(Dataset entries)

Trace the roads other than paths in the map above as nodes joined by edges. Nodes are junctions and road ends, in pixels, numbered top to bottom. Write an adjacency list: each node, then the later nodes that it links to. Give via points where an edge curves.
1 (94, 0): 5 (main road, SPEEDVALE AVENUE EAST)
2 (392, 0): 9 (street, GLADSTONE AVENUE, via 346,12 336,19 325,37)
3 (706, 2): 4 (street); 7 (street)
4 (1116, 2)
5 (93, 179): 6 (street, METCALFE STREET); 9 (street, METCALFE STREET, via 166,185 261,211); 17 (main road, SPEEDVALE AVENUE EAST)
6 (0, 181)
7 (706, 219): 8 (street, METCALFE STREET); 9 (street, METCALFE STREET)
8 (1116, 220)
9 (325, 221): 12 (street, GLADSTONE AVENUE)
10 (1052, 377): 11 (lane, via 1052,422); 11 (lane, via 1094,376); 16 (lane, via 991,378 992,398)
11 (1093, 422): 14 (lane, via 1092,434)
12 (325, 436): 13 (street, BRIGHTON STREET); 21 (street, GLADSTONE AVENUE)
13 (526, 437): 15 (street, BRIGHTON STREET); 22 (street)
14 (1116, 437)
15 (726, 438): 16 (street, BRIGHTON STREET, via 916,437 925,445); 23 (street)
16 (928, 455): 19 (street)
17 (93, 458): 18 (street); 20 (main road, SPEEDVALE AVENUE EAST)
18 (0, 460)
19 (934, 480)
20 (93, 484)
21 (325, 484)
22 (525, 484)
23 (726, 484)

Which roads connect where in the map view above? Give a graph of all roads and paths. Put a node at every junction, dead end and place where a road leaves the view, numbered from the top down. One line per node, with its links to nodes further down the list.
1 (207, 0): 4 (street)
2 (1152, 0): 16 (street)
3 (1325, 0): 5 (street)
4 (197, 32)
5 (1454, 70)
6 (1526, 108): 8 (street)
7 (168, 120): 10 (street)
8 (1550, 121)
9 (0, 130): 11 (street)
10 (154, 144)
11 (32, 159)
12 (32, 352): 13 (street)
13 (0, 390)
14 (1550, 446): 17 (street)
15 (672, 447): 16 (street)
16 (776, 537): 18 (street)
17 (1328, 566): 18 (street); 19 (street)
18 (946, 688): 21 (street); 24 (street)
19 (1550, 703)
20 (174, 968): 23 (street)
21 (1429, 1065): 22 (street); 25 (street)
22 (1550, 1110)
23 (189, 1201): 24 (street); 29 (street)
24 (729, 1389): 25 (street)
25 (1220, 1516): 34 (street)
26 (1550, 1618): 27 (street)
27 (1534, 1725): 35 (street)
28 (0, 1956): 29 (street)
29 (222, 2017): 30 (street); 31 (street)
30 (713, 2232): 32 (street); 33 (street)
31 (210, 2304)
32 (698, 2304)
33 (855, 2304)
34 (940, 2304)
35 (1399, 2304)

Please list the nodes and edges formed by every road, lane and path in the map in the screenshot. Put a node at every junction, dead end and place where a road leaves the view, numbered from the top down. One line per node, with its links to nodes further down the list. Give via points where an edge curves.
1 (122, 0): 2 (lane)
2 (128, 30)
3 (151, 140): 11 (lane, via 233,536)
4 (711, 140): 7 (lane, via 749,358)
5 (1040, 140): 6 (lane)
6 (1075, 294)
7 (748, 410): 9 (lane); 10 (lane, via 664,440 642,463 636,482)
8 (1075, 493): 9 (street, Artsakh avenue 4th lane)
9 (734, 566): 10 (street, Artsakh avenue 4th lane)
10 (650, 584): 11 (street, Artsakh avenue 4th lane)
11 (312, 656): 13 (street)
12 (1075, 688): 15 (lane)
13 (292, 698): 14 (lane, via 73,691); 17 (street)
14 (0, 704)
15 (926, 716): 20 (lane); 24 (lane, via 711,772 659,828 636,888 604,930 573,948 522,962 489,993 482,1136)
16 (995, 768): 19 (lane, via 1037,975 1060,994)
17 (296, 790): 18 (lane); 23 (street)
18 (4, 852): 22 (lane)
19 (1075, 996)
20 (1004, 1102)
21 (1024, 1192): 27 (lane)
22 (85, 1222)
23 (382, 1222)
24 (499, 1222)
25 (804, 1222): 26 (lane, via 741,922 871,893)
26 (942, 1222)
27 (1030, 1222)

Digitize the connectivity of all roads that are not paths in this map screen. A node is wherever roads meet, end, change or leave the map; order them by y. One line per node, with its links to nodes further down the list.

WORK ITEM
Each of the entries above should be written out again exactly.

YOUR RESPONSE
Trace the roads other than paths in the map above as nodes joined by edges. Nodes are junctions and road ends, in pixels, numbered top to bottom. Write an adjacency list: each node, then the later nodes that it links to. Give via points where an edge curves.
1 (94, 0): 5 (main road, SPEEDVALE AVENUE EAST)
2 (392, 0): 9 (street, GLADSTONE AVENUE, via 346,12 336,19 325,37)
3 (706, 2): 4 (street); 7 (street)
4 (1116, 2)
5 (93, 179): 6 (street, METCALFE STREET); 9 (street, METCALFE STREET, via 166,185 261,211); 17 (main road, SPEEDVALE AVENUE EAST)
6 (0, 181)
7 (706, 219): 8 (street, METCALFE STREET); 9 (street, METCALFE STREET)
8 (1116, 220)
9 (325, 221): 12 (street, GLADSTONE AVENUE)
10 (1052, 377): 11 (lane, via 1052,422); 11 (lane, via 1094,376); 16 (lane, via 991,378 992,398)
11 (1093, 422): 14 (lane, via 1092,434)
12 (325, 436): 13 (street, BRIGHTON STREET); 21 (street, GLADSTONE AVENUE)
13 (526, 437): 15 (street, BRIGHTON STREET); 22 (street)
14 (1116, 437)
15 (726, 438): 16 (street, BRIGHTON STREET, via 916,437 925,445); 23 (street)
16 (928, 455): 19 (street)
17 (93, 458): 18 (street); 20 (main road, SPEEDVALE AVENUE EAST)
18 (0, 460)
19 (934, 480)
20 (93, 484)
21 (325, 484)
22 (525, 484)
23 (726, 484)

Which roads connect where in the map view above? Give a graph of all roads and paths. Put a node at every junction, dead end and place where a road leaves the view, numbered from the top down. One line per node, with its links to nodes further down the list.
1 (207, 0): 4 (street)
2 (1152, 0): 16 (street)
3 (1325, 0): 5 (street)
4 (197, 32)
5 (1454, 70)
6 (1526, 108): 8 (street)
7 (168, 120): 10 (street)
8 (1550, 121)
9 (0, 130): 11 (street)
10 (154, 144)
11 (32, 159)
12 (32, 352): 13 (street)
13 (0, 390)
14 (1550, 446): 17 (street)
15 (672, 447): 16 (street)
16 (776, 537): 18 (street)
17 (1328, 566): 18 (street); 19 (street)
18 (946, 688): 21 (street); 24 (street)
19 (1550, 703)
20 (174, 968): 23 (street)
21 (1429, 1065): 22 (street); 25 (street)
22 (1550, 1110)
23 (189, 1201): 24 (street); 29 (street)
24 (729, 1389): 25 (street)
25 (1220, 1516): 34 (street)
26 (1550, 1618): 27 (street)
27 (1534, 1725): 35 (street)
28 (0, 1956): 29 (street)
29 (222, 2017): 30 (street); 31 (street)
30 (713, 2232): 32 (street); 33 (street)
31 (210, 2304)
32 (698, 2304)
33 (855, 2304)
34 (940, 2304)
35 (1399, 2304)

Please list the nodes and edges formed by every road, lane and path in the map in the screenshot. Put a node at every junction, dead end and place where a road leaves the view, numbered from the top down. One line per node, with its links to nodes further down the list. Give via points where an edge curves.
1 (122, 0): 2 (lane)
2 (128, 30)
3 (151, 140): 11 (lane, via 233,536)
4 (711, 140): 7 (lane, via 749,358)
5 (1040, 140): 6 (lane)
6 (1075, 294)
7 (748, 410): 9 (lane); 10 (lane, via 664,440 642,463 636,482)
8 (1075, 493): 9 (street, Artsakh avenue 4th lane)
9 (734, 566): 10 (street, Artsakh avenue 4th lane)
10 (650, 584): 11 (street, Artsakh avenue 4th lane)
11 (312, 656): 13 (street)
12 (1075, 688): 15 (lane)
13 (292, 698): 14 (lane, via 73,691); 17 (street)
14 (0, 704)
15 (926, 716): 20 (lane); 24 (lane, via 711,772 659,828 636,888 604,930 573,948 522,962 489,993 482,1136)
16 (995, 768): 19 (lane, via 1037,975 1060,994)
17 (296, 790): 18 (lane); 23 (street)
18 (4, 852): 22 (lane)
19 (1075, 996)
20 (1004, 1102)
21 (1024, 1192): 27 (lane)
22 (85, 1222)
23 (382, 1222)
24 (499, 1222)
25 (804, 1222): 26 (lane, via 741,922 871,893)
26 (942, 1222)
27 (1030, 1222)

Digitize the connectivity of all roads that are not paths in this map screen. A node is wherever roads meet, end, change or leave the map; order them by y. One line per node, with its links to nodes further down the list.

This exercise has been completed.